WORK REQUEST
Determine which lines of the records include the word "Donneymoor", and copy them.

RECORDS PROVIDED
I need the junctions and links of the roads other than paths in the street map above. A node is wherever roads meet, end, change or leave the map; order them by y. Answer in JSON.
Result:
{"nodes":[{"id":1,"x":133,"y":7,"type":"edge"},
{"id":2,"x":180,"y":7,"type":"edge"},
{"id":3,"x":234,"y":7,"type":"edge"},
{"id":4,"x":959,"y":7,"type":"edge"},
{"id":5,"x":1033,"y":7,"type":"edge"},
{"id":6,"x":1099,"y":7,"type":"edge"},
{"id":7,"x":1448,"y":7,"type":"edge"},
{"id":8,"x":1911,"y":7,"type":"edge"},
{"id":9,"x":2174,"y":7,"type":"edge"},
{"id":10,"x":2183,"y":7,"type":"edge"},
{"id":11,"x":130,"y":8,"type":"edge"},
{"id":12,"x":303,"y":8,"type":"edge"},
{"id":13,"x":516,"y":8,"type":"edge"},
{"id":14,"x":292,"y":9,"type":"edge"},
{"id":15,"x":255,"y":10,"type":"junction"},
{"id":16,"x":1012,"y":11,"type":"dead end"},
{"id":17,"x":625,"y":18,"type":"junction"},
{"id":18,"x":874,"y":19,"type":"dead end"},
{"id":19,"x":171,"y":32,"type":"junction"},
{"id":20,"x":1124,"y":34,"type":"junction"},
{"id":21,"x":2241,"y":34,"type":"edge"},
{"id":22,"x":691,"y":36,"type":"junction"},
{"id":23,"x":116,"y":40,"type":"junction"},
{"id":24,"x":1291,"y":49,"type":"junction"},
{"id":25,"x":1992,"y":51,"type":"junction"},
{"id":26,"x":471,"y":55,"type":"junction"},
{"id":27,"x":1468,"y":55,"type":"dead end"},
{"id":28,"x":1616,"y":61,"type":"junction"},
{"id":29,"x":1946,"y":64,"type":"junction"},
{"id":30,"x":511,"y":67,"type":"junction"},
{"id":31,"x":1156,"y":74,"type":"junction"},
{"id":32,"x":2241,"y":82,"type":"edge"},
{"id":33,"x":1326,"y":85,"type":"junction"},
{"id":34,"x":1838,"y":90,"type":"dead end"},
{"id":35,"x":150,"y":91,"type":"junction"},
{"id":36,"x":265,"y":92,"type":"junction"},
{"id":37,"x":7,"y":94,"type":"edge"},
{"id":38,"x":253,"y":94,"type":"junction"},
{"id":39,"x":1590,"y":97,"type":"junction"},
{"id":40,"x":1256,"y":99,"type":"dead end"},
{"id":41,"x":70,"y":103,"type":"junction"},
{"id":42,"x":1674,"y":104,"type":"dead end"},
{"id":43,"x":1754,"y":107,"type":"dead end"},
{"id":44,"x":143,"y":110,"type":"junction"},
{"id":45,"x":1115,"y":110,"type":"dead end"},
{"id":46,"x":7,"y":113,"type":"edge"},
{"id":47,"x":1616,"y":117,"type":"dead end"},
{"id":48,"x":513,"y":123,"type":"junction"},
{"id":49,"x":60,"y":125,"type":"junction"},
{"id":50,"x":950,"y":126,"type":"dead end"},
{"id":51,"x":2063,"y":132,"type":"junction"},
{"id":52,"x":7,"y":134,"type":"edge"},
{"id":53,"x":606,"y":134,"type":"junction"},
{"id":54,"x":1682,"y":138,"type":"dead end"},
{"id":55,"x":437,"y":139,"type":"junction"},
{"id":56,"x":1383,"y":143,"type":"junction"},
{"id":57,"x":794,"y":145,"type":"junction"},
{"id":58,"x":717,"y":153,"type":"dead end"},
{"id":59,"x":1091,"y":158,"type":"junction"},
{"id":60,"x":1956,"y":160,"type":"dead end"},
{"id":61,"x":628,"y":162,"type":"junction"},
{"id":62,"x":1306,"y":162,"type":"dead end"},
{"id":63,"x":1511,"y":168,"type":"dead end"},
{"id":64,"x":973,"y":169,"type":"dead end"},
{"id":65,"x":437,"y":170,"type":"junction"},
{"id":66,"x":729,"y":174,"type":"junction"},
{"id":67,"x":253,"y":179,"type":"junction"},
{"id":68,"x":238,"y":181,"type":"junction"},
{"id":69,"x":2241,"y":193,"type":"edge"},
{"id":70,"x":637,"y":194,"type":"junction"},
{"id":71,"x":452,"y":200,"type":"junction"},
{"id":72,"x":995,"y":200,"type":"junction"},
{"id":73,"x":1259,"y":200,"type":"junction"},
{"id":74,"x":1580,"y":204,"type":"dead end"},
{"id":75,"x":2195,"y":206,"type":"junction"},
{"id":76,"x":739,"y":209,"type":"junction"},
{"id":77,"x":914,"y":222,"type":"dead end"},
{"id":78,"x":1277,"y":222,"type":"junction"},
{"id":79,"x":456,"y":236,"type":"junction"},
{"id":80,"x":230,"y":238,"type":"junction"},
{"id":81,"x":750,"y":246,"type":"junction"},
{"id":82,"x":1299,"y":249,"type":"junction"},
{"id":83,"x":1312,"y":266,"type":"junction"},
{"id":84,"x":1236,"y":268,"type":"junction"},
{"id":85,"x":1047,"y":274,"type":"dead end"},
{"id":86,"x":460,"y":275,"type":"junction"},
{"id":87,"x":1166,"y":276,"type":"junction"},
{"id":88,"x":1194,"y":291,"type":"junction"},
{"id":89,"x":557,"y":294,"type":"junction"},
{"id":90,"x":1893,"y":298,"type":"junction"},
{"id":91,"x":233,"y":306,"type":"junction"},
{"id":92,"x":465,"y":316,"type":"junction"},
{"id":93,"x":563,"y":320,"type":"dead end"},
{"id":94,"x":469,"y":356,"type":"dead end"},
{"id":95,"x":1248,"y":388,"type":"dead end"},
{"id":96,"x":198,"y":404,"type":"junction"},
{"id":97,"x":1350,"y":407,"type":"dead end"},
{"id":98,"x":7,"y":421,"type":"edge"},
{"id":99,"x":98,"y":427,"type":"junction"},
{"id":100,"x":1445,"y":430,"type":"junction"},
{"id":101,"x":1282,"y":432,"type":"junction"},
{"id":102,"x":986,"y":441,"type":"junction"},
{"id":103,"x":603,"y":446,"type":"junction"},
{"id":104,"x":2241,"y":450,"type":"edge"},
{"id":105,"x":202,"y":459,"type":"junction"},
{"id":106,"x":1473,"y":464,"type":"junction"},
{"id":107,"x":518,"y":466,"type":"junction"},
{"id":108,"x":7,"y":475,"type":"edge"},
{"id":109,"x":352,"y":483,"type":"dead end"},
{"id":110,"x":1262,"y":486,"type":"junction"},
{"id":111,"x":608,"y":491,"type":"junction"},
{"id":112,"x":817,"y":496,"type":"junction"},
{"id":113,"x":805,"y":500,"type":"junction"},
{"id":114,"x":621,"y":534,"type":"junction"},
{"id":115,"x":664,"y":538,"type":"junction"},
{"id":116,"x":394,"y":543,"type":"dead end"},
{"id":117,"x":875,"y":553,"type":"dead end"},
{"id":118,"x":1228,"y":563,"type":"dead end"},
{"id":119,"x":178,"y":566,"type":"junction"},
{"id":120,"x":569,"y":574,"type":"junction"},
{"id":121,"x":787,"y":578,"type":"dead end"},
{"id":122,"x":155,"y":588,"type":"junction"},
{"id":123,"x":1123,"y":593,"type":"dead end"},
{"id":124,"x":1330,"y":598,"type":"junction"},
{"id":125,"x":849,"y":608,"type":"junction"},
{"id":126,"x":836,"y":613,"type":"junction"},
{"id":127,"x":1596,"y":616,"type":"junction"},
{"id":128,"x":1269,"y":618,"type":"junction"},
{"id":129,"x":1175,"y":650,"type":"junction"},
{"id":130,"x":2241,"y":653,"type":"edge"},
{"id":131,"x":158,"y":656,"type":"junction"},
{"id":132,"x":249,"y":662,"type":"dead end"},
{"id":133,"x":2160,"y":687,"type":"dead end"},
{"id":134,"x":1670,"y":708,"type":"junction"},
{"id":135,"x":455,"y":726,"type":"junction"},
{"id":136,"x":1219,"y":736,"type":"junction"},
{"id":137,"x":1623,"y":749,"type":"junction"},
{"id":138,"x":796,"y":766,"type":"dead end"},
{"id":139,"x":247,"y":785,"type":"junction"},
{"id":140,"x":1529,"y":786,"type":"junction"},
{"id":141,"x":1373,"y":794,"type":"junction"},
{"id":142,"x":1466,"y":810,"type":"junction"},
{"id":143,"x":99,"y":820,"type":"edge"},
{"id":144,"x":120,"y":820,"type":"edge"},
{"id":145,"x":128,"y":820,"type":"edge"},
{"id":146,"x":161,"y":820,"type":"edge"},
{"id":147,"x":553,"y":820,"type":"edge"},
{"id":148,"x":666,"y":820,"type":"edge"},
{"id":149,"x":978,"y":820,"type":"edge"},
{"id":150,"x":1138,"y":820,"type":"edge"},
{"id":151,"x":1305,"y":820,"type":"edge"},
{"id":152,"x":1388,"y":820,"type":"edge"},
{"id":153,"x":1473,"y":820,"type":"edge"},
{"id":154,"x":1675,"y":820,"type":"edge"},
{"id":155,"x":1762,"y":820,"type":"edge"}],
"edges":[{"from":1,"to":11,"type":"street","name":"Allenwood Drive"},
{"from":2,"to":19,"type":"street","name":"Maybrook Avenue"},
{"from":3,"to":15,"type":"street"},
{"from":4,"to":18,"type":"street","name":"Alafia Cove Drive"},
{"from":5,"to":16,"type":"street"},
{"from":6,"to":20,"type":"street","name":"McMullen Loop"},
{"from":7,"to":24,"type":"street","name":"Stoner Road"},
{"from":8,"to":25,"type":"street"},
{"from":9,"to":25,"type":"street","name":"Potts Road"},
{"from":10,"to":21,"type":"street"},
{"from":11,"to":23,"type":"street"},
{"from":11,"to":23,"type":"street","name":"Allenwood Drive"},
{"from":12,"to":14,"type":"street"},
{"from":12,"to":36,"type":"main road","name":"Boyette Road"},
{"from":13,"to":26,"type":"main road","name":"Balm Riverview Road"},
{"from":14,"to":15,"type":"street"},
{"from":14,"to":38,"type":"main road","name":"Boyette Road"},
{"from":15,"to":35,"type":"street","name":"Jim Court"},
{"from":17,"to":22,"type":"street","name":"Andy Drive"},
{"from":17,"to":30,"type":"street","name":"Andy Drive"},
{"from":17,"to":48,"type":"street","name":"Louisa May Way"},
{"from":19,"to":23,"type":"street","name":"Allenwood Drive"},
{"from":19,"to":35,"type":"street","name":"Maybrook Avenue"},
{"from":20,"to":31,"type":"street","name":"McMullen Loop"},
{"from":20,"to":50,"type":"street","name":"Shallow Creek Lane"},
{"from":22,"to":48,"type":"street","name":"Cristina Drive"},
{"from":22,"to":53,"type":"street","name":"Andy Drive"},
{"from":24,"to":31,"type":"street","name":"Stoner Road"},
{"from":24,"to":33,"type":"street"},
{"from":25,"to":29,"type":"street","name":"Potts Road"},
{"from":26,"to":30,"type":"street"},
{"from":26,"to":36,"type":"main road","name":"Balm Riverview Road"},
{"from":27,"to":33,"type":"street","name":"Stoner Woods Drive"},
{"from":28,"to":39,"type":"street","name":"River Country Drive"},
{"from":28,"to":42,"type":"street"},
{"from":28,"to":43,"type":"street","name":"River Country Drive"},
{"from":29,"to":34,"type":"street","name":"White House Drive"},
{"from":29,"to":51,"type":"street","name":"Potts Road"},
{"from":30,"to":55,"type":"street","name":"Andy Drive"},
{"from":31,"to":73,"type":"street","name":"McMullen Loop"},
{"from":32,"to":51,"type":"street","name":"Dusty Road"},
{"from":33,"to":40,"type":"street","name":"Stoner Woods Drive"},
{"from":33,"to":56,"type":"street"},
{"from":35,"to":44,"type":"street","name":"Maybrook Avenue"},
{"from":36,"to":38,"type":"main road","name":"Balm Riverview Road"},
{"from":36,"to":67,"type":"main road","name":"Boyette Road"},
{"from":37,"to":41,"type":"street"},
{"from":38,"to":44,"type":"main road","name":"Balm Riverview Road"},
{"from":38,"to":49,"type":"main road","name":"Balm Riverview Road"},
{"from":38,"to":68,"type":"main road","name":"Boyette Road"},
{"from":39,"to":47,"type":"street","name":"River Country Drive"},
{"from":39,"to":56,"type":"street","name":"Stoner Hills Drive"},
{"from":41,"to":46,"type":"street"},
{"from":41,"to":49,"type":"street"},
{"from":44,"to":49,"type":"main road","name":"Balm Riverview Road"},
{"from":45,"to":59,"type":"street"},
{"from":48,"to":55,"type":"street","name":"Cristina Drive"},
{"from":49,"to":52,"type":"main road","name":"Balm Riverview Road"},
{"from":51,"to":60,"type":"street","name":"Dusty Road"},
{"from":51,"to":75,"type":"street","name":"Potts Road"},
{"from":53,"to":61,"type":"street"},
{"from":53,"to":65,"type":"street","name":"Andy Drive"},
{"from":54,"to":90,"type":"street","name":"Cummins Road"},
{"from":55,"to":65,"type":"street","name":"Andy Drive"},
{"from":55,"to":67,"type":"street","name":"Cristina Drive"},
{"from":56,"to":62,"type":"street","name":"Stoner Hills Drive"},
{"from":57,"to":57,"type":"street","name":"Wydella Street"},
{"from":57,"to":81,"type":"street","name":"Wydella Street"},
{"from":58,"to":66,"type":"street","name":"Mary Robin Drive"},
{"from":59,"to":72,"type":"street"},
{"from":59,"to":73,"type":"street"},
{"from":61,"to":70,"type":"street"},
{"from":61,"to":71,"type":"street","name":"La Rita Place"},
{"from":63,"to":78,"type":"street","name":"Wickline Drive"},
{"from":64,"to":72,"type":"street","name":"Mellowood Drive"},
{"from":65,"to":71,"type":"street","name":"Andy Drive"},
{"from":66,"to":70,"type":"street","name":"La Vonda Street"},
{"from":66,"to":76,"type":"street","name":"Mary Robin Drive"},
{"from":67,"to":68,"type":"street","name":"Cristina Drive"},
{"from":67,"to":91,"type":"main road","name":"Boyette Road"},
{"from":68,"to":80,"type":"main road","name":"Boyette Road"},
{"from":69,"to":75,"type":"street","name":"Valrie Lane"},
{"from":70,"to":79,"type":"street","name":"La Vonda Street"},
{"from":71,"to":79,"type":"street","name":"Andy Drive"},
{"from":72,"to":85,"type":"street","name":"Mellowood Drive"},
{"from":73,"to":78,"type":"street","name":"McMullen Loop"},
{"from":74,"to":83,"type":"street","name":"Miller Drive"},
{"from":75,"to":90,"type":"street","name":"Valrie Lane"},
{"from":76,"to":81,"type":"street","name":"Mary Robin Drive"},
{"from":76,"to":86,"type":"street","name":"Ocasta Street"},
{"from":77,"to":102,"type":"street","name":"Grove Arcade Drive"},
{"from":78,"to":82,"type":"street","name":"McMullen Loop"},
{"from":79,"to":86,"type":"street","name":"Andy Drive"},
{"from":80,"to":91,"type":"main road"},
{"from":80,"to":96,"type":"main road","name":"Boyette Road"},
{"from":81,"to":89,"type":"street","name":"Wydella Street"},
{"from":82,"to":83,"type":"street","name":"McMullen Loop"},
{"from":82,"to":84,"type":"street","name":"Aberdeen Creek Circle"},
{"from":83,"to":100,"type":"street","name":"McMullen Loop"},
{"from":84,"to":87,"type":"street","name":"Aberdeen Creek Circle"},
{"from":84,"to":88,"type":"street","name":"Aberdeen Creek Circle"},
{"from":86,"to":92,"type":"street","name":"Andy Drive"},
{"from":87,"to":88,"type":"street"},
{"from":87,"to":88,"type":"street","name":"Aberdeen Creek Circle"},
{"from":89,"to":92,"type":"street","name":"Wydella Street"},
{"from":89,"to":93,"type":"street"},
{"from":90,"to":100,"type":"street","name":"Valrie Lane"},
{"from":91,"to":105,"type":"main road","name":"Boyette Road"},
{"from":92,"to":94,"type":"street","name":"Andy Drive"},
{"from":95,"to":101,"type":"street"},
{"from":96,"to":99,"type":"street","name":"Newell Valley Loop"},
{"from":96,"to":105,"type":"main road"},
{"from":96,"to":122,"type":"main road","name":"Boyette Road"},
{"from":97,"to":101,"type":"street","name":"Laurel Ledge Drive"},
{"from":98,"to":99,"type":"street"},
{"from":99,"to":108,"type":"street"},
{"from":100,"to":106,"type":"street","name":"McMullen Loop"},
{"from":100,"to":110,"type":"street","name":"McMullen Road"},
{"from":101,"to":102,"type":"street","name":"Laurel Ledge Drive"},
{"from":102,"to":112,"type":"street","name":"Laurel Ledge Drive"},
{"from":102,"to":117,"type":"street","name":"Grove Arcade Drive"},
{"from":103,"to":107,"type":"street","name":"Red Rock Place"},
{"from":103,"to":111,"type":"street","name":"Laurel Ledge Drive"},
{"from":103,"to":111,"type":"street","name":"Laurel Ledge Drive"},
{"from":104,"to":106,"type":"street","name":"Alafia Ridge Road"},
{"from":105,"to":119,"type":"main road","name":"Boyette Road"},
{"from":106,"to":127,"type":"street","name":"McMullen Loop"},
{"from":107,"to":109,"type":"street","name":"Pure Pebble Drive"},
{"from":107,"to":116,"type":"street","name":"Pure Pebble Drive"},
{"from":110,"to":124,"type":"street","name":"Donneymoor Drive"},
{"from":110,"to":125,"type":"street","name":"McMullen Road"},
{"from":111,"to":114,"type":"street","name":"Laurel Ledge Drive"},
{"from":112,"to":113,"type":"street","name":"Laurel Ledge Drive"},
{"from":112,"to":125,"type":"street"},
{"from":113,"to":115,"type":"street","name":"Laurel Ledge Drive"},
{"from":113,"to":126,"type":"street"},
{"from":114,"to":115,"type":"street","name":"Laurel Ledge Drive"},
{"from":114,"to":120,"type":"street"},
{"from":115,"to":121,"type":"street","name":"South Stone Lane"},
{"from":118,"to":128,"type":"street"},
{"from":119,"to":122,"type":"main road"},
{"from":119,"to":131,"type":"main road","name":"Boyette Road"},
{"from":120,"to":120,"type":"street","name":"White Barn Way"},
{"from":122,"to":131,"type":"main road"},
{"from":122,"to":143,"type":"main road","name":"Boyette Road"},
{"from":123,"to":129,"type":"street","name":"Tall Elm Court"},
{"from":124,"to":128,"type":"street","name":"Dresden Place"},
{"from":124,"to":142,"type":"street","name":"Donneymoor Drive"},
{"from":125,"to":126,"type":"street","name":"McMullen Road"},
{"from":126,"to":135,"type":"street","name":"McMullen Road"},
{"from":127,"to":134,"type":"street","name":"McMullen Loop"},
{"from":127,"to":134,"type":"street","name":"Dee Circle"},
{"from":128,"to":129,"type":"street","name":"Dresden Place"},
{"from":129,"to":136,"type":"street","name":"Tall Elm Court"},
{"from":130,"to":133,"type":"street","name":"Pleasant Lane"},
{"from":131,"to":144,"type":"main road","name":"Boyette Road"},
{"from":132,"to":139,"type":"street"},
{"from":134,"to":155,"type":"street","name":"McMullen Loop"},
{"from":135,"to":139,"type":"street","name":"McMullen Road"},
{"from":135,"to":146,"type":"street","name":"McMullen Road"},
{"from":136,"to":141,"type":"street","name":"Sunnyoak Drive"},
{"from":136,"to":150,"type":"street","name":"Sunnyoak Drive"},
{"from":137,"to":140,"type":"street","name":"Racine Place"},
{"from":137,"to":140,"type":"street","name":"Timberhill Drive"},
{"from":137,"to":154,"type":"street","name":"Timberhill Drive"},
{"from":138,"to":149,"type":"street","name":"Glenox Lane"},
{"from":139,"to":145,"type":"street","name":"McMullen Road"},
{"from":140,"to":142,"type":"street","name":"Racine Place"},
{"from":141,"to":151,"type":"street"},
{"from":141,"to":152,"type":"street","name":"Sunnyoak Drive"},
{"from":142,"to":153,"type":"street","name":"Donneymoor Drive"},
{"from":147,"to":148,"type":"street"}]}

SOLUTION TO THIS EXERCISE
{"from":110,"to":124,"type":"street","name":"Donneymoor Drive"},
{"from":124,"to":142,"type":"street","name":"Donneymoor Drive"},
{"from":142,"to":153,"type":"street","name":"Donneymoor Drive"},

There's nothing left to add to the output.